В голосе этого человека было столько радости, торжествующего веселья, что Гаврила уже дружелюбно взглянул на него и добродушно проговорил:

— Чудной ты, барин, право слово, чудной!

— Есть грех! — ответил с громким смехом Колесников.

— Да что поделаешь? Уж такой я уродился. Хочу жить и счастье знать! Этим я только, видно, и чудной!

В это время налетел сильный шквал. Казалось, что неудержимая струя стремительно мчащегося воздуха ворвалась в маленькую бухточку и хочет разрушить все и разбросать во все стороны.

У отлогого берега забилась на набежавших волнах большая лодка и начала тяжело ударяться дном, скрежеща на крупной гальке.

Лопнула веревка, и угол паруса, вдруг освободившись, захлопал и заметался по воздуху, обвиваясь вокруг черной, гладкой мачты.

Колесников встал, поймал и привязал парус, а потом втащил лодку на берег, занеся подальше небольшую железную кошку, глубоко ушедшую в песок.

Старик тем временем у входа в небольшой шалаш, наскоро устроенный из рогож, куска паруса и ветвей, развел костер и на деревянной вилке повесил железный котелок.

Тайфун бушевал с дикой силой и заглушал голоса. Ветер пригибал к земле высокие мокрые кусты дубняка и по временам, отрывая ветви, взметал кверху целые тучи прошлогодних, жалобно шуршащих листьев. На берег с злым шипением и плеском вбегали волны, и казалось, что они длинными струями пены, словно острыми зубами, жадно впивались в черное тело земли.
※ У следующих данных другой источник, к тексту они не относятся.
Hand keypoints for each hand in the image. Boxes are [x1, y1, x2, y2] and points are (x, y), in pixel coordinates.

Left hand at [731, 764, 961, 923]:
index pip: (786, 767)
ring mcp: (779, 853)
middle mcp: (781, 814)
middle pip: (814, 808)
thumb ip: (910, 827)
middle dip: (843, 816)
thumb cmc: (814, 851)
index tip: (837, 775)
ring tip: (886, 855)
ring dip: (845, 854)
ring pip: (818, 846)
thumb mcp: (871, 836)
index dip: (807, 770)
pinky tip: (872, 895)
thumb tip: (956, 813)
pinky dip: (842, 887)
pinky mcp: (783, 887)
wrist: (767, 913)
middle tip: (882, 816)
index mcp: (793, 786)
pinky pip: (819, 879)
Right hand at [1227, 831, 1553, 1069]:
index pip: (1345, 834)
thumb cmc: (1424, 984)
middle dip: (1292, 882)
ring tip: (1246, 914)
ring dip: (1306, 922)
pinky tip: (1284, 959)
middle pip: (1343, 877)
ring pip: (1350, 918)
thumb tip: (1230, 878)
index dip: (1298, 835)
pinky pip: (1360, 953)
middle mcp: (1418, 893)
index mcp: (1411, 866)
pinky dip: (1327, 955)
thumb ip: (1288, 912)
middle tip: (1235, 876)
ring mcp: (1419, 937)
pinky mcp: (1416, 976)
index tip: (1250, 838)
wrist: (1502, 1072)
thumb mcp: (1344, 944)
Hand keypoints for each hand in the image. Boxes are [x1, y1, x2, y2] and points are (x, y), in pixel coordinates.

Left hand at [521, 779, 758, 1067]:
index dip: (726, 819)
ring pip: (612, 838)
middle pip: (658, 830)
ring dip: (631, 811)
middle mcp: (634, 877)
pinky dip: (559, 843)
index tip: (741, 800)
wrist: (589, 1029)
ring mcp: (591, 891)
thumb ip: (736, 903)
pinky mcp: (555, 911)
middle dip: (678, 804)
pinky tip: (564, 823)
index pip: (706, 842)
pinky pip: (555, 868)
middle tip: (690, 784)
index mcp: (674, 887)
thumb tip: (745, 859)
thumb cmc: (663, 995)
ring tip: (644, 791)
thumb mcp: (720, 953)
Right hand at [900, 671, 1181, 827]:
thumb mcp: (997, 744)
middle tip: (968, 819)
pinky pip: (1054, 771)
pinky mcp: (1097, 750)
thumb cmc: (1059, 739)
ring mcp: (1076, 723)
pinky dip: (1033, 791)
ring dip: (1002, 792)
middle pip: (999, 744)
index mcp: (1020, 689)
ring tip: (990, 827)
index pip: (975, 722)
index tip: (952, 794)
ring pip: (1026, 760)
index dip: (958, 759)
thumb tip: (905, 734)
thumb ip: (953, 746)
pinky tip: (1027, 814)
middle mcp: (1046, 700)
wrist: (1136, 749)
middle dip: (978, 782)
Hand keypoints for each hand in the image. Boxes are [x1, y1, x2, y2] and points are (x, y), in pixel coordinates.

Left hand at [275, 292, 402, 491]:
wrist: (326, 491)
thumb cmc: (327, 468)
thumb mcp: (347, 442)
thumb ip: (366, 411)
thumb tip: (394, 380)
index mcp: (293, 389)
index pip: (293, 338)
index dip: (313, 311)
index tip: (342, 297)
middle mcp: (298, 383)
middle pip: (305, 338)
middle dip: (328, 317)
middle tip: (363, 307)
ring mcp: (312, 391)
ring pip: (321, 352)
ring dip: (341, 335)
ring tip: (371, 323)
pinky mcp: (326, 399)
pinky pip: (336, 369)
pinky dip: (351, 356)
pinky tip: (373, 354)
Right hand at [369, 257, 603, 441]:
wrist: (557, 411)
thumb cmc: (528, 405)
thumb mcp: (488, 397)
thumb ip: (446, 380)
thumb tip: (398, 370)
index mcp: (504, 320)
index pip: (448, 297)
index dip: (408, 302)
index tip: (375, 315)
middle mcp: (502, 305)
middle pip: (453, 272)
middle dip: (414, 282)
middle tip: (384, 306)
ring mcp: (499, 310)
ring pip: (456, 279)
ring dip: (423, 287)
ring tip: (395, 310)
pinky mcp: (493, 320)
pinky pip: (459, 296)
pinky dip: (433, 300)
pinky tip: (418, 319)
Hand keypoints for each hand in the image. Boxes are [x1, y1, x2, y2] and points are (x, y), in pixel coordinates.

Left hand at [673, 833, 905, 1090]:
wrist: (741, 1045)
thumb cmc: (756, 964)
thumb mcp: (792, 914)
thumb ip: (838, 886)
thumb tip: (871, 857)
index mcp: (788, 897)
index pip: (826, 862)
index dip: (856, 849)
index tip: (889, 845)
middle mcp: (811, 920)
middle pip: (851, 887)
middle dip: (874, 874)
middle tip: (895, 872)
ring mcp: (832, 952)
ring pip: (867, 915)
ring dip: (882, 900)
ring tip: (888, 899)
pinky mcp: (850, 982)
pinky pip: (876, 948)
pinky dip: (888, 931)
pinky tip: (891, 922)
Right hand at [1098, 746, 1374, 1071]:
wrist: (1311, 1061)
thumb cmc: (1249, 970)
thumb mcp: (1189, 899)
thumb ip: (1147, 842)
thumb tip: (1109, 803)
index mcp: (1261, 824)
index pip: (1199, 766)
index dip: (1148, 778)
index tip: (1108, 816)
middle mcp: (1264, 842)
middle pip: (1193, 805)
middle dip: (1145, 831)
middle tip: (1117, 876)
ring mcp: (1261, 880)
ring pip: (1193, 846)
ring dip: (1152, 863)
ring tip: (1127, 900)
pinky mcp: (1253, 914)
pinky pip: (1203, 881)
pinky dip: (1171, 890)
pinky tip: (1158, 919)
Невдалеке от шалаша высилась большая голая скала, изъеденная волнами и ветром; у ее подножья, уже в море, виднелись обломки камней, а около них бились со свистом и стоном буруны, взвиваясь кверху столбом брызг и пены…

Темнело. На сером небе не видно было звезд. Море, сливаясь с густыми сумерками, бушевало и шумело все громче и громче, и призрачно маячили в темноте мчащиеся к берегу серые гребни тяжелых волн.

Поев ухи, рыбаки забрались в шалаш и здесь, забившись в угол, улеглись. Гаврила скоро уснул, а Колесников перевернулся на спину и, заложив под голову руки, смотрел широко открытыми глазами в темноту и тихо, радостно улыбался, и, улыбаясь, заснул.

III

Кто был Колесников и откуда он пришел, — никто не знал. Колесникову не было больше тридцати лет, хотя его гибкая, сильная фигура, с какими-то змеиными скользящими движениями, напоминала более юношу, чем зрелого мужчину.

Он был человек бывалый. Его знали моряки и офицеры во Владивостоке и промысловые охотники с Бурей и Лены; он таскался по тайге с партиями старателей-золотопромышленников и теперь пристал к артели рыбаков, подружившись с старостой Гаврилой.

— И чего ты только, барин, от хорошей жизни уходишь? Бросит все, шалый, да и свяжется с бродягами разными, вот на манер как с нами теперь, — не раз спрашивали его рыбаки.

Колесников в таких случаях отмалчивался, но когда к нему очень приставали, говорил отчетливым, сухим голосом, твердо смотря в глаза собеседников:

— Трудно мне в городе с людьми долго жить! Живу год, живу два, а там вдруг потянет куда-то, — и ухожу. Ни разу не уходил с места, поругавшись или сделав что-нибудь нехорошее. Уйду — и только! А не уйти не могу. Знаю я, что если останусь, убью кого-нибудь или сам с собой покончу.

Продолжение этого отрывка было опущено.